Evidente que o legislador "suspendeu" e "cancelou" as execuções, no sentido de


livrar o imóvel constrito que se enquadrasse na proteção legal sub oculis. Adotou, pois, a
teoria das "fases processuais autônomas", compreendendo a penhora como o primeiro ato
da fase executória propriamente dita. Não há ali nenhuma inconstitucionalidade. O princípio
do respeito ao ato jurídico perfeito e ao direito adquirido está preservado. Não
houve irretroatividade. Esta só ocorreria se expedida a carta de arrematação se fizesse
incidir a lei nova para anular a execução. Por isso repete-se suspendeu-se e cancelou-se
(na Medida Provisória e na Lei n. 8.009/90, respectivamente) a execução. Esta existe
enquanto a carta de arrematação não for expedida. Encerrado o iter executório, não há mais
execução em andamento. E só aqui, se estivesse andando, é que poderia ser suspensa e
cancelada, obviamente.

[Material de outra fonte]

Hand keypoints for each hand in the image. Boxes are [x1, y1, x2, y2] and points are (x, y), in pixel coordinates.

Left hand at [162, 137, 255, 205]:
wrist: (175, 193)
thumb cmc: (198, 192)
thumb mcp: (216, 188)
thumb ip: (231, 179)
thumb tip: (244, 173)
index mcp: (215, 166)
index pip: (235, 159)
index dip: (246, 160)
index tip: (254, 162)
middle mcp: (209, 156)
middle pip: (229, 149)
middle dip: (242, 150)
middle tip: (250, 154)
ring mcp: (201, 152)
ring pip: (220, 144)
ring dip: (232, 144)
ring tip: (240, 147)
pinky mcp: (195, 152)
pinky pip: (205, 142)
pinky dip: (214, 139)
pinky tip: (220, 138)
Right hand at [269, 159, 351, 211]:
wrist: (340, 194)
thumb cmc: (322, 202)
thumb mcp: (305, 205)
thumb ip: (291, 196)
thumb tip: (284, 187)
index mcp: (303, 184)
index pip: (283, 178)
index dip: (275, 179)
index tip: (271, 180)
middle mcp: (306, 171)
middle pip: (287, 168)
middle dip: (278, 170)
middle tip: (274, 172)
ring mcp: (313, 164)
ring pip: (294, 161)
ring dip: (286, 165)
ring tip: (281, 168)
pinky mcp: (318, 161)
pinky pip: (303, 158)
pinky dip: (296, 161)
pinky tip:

Apenas quando esgotado este iter da capo al fine, mais uma vez
insisto, é que se poderia alegar a ocorrência de efeito retroativo violador do ato jurídico
perfeito ou do direito adquirido.

Tem a impetrante, pois, direito líquido e certo de ver excluído da penhora o imóvel
apontado, razão pela qual, incorporando ao voto também os fundamentos do parecer do
ilustrador procurador de justiça, concedo-Ihe a segurança pleiteada para tornar definitiva a
liminar suspensiva do praceamento daquele bem devendo o exeqüente, pois, indicar outros
à constrição judicial.

É o voto.

Os Drs. Sérgio Müller e Armando Mário Bianchi - De acordo.